Okay, so, I can’t help but think it significant that the first time I had a authentic spiritual experience in a church, *they were speaking another language*.
I just don’t think I’m cut out to be mainstream religious. I can’t make myself believe that if some sort of diety needed or wanted something from me, said diety wouldn’t just directly contact me. And a lot of mainstream religions have ideas that vary from “That sounds insane” to “I can’t believe that” when I hear them.
I *wanted* to be mainstream religious, when I was young, because it was obvious that that would please my parents. I think I would have been okay if I hadn’t been such a voracious reader. I read the bible. Big mistake.
But looking back on it, a lot of the ideas seem to be just plain nuts even if you don’t. Either that, or we have different definitions of things. For example, if you want someone to change, and only want good things for them if they fit your desires and expectations, that’s not love. It’s especially not unconditional love if you are going to torture them or allow them to be tortured if they don’t play along.
On the other paw, I’ve come to a understanding of the message of Christianity I can live with. The idea is that you put yourself in hell, by configuring your mind the wrong way – that given that we are all immortal creatures locked in a system that we can never exit from, complete freedom had to include all kinds of torturous and unfortunate experiences. And, of course, infinity is going to contain every possible experience you could have, from the very best to the very worst. Sometimes in the same week.
So, in general my experience of the Bible is the words of Jesus are the sanest in the book. I wish he’d gone a lot further than he did, but I think that his message is sound, empathetic, and good for the most part until he starts going on this whole ego trip of “No one comes to the father but through me”. However, we don’t really have any *clue* what Jesus might have said or not said. We’re dealing with text that’s been edited, translated, bent for political reasons, etc, time and time again. But we can still sort of see the *spirit* of what he meant shining through in the clearly warm, nonjudgemental, empathetic nature of his words.

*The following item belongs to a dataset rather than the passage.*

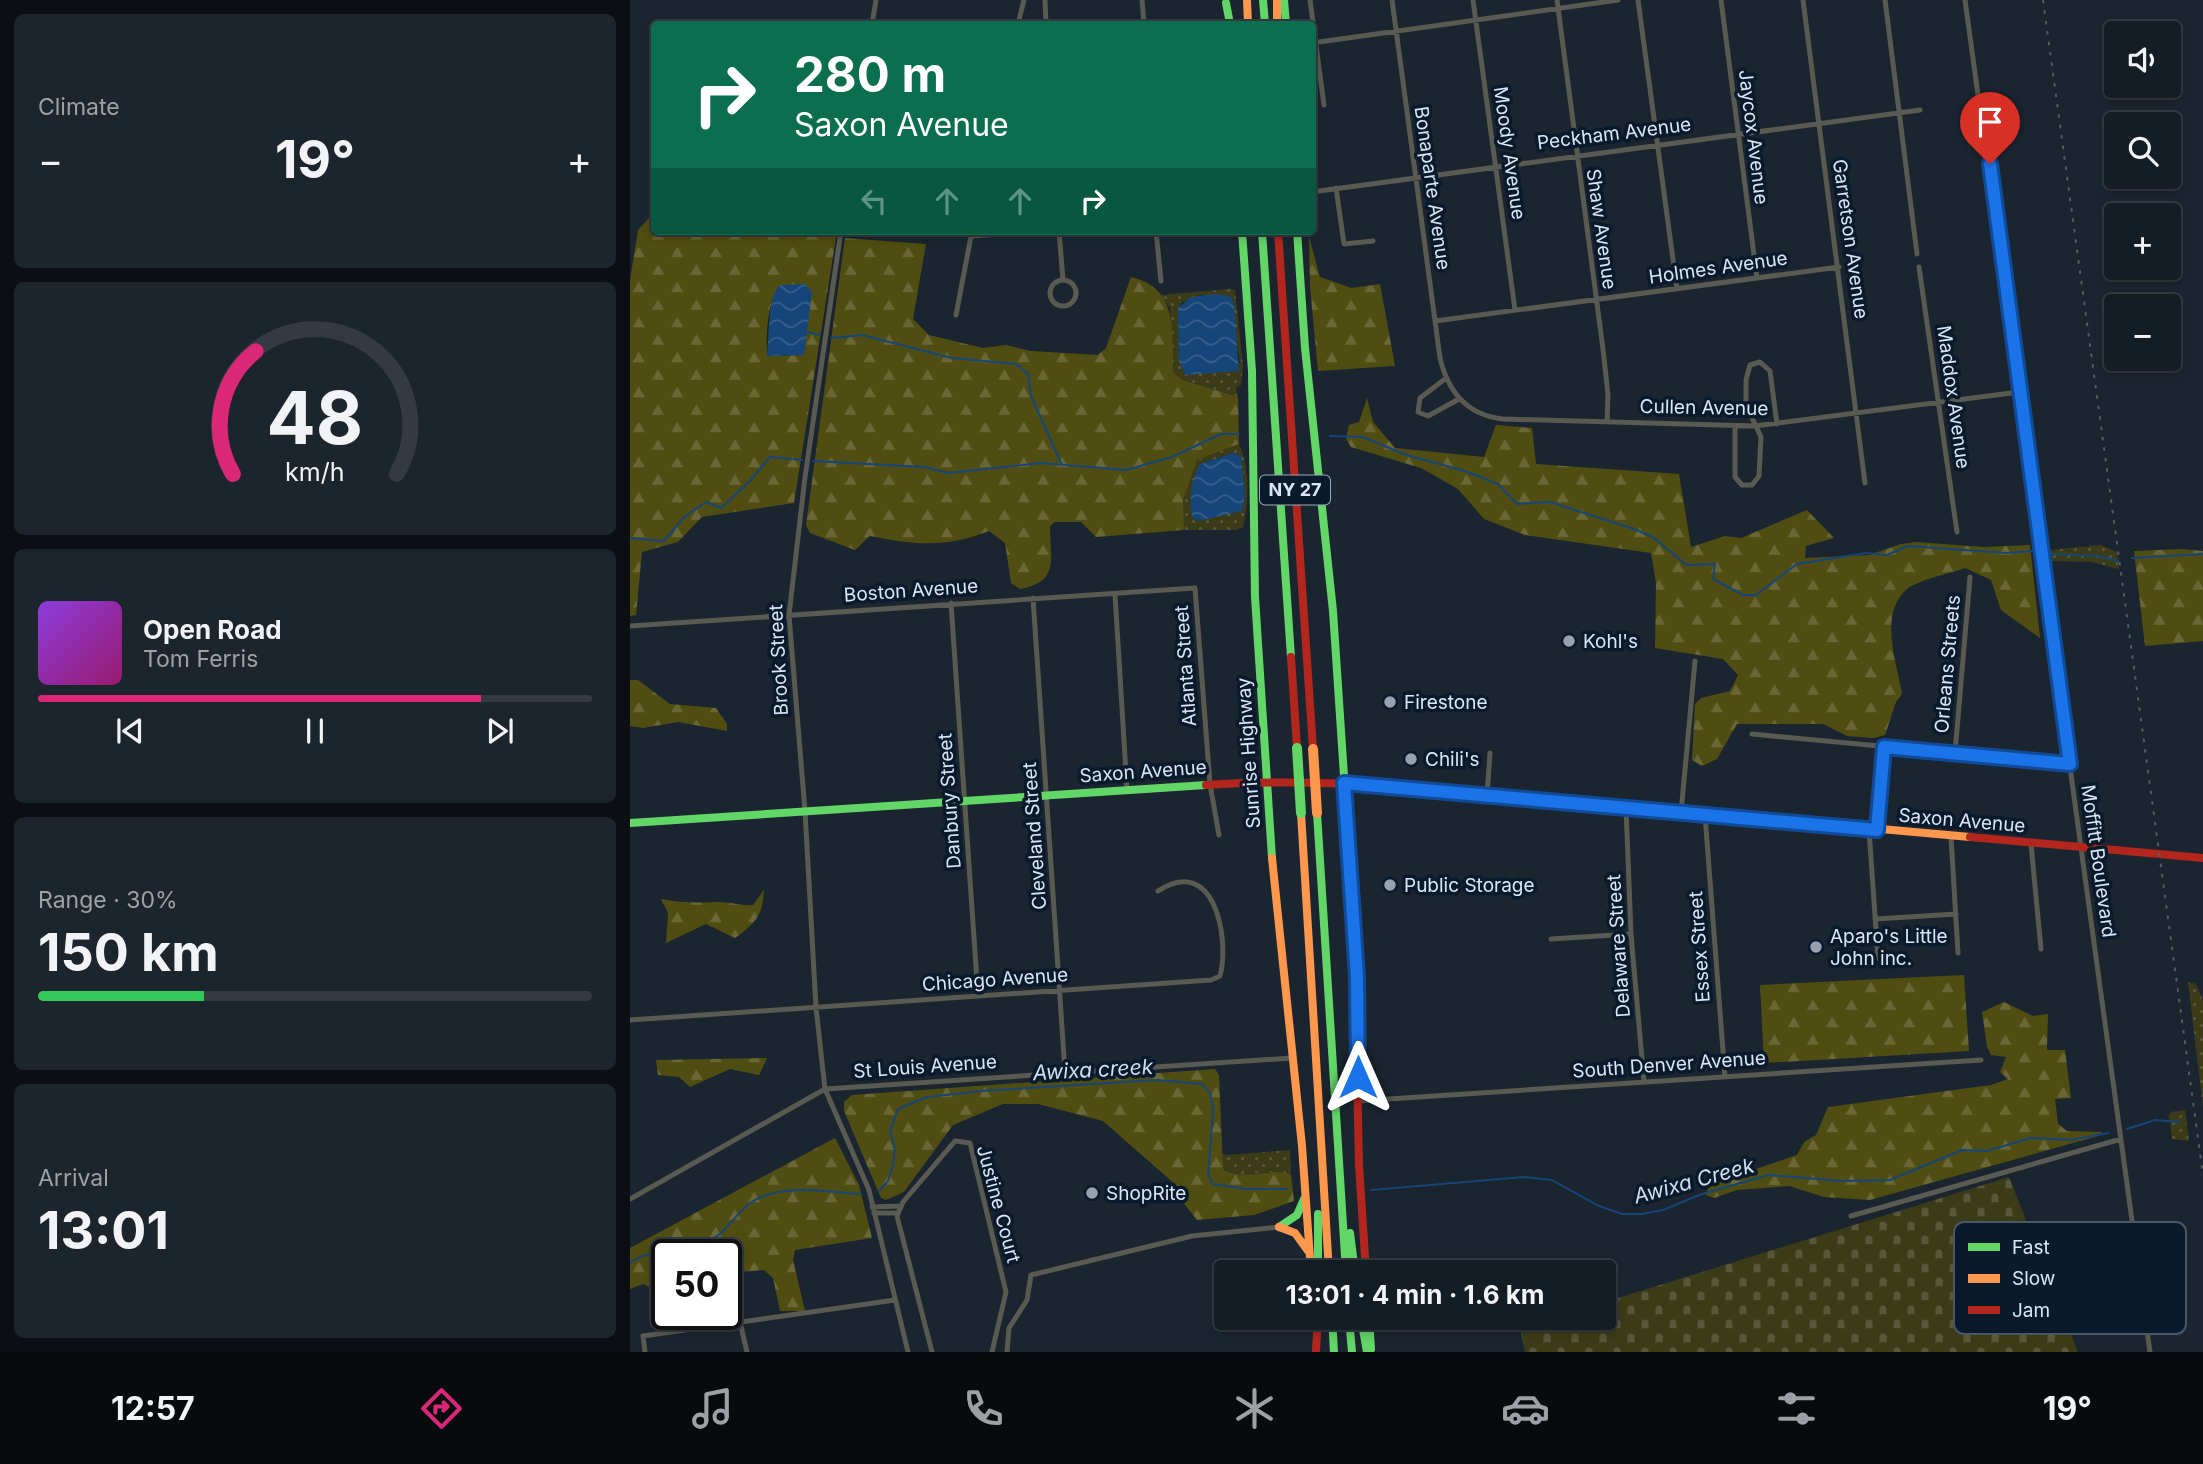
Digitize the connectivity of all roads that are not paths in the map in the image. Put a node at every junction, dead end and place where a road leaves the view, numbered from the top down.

Anyway, the assumption here is that if you emulate Jesus in your treatment of yourself and your neighbors and the like you can get yourself out of hell, if you have put yourself in hell through inadvisably configuring your mind. And of course Christians promote a lot of ideas that I also believe in, like that we are connected by things we can’t see as well as that we can and we are immortals. On the other hand, they also believe a lot of things that are just plain nuts. See elsewhere in this blog for my commentary on that, I’m not going to rehash old topics.
JL pointed out the idea that maybe we shouldn’t be shoving our beliefs down each other’s throats, and I’m going to second that. However, I am still wrestling with what I want to believe and when and why, so I still tend to write about all this in the hopes that through all the static, noise, and randomness some real signal will appear. I don’t think that attempting to believe CHristianity is what broke my mind (I think that had already happened by then) but I am certain it didn’t help the situation. However, had I not been so literal, and looked at the spirit in which the people who believe it gather, I’m not thinking it would have damaged me nearly so badly. I get too hung up on words a lot of the time, especially for someone who can hallucinate text, and I think often the message isn’t really in the words.
I also wonder, knowing that I can hallucinate text, if I have *any* clue what’s actually in the Bible or not. Just another of those unknowability things. However, God, if I have one and you’re taking requests, a lot more utopia, please?